## Directions for this task:
Search the entries below for the string "dead" and give the number of lines that hold it, nothing else.

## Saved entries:
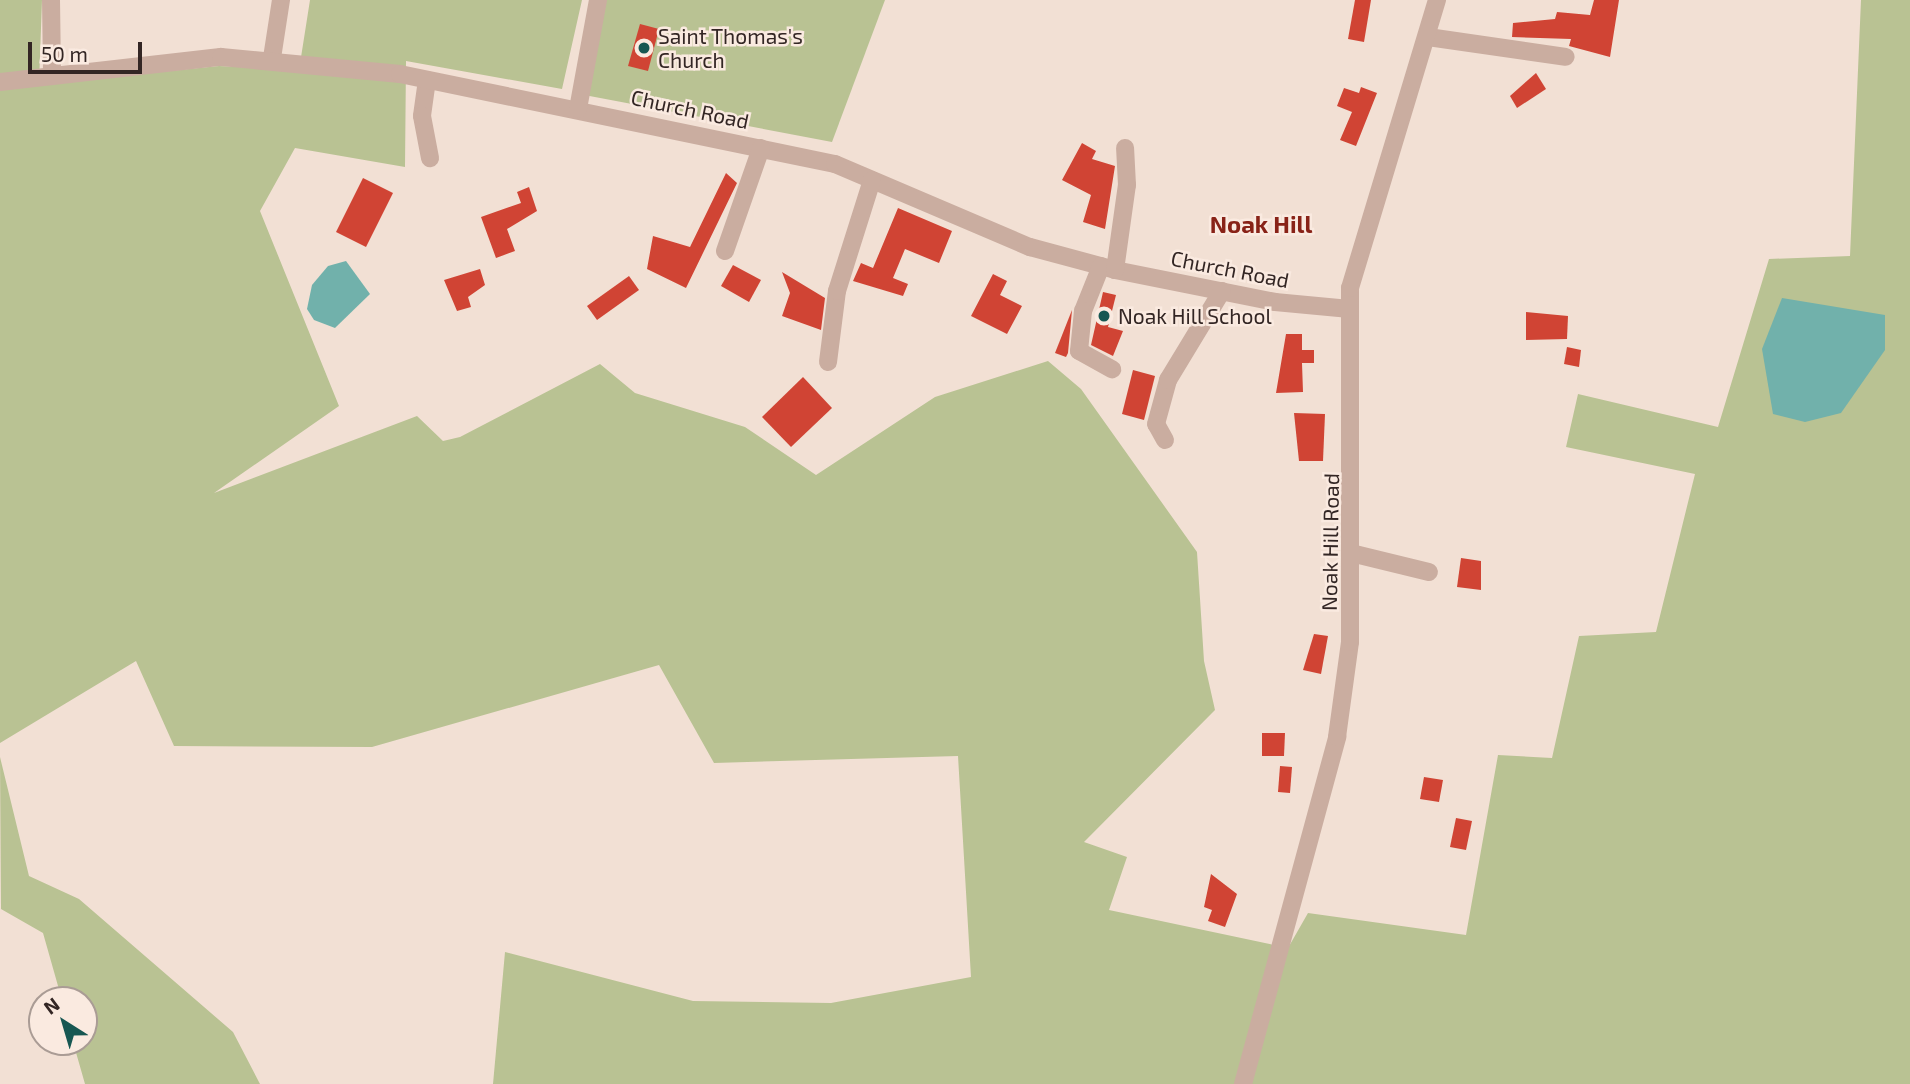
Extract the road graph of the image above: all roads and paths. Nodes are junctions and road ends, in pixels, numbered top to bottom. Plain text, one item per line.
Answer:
1 (51, 0) edge
2 (281, 0) edge
3 (598, 0) edge
4 (1437, 0) edge
5 (1428, 37) junction
6 (1566, 57) dead end
7 (272, 58) junction
8 (52, 76) junction
9 (427, 80) junction
10 (0, 82) edge
11 (578, 109) junction
12 (761, 148) junction
13 (1125, 148) dead end
14 (430, 158) dead end
15 (872, 180) junction
16 (725, 251) dead end
17 (1108, 268) junction
18 (1222, 291) junction
19 (1350, 309) junction
20 (828, 362) dead end
21 (1112, 369) dead end
22 (1165, 440) dead end
23 (1354, 554) junction
24 (1429, 572) dead end
25 (1243, 1084) edge

1 - 8 street
2 - 7 street
3 - 11 street
4 - 5 street, Noak Hill Road
5 - 6 street
5 - 19 street, Noak Hill Road
7 - 8 street, Church Road
7 - 9 street, Church Road
8 - 10 street, Church Road
9 - 11 street, Church Road
9 - 14 street
11 - 12 street, Church Road
12 - 15 street, Church Road
12 - 16 street
13 - 17 street
15 - 17 street, Church Road
15 - 20 street
17 - 18 street, Church Road
17 - 21 street
18 - 19 street, Church Road
18 - 22 street
19 - 23 street, Noak Hill Road
23 - 24 street
23 - 25 street, Noak Hill Road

## Your solution:
8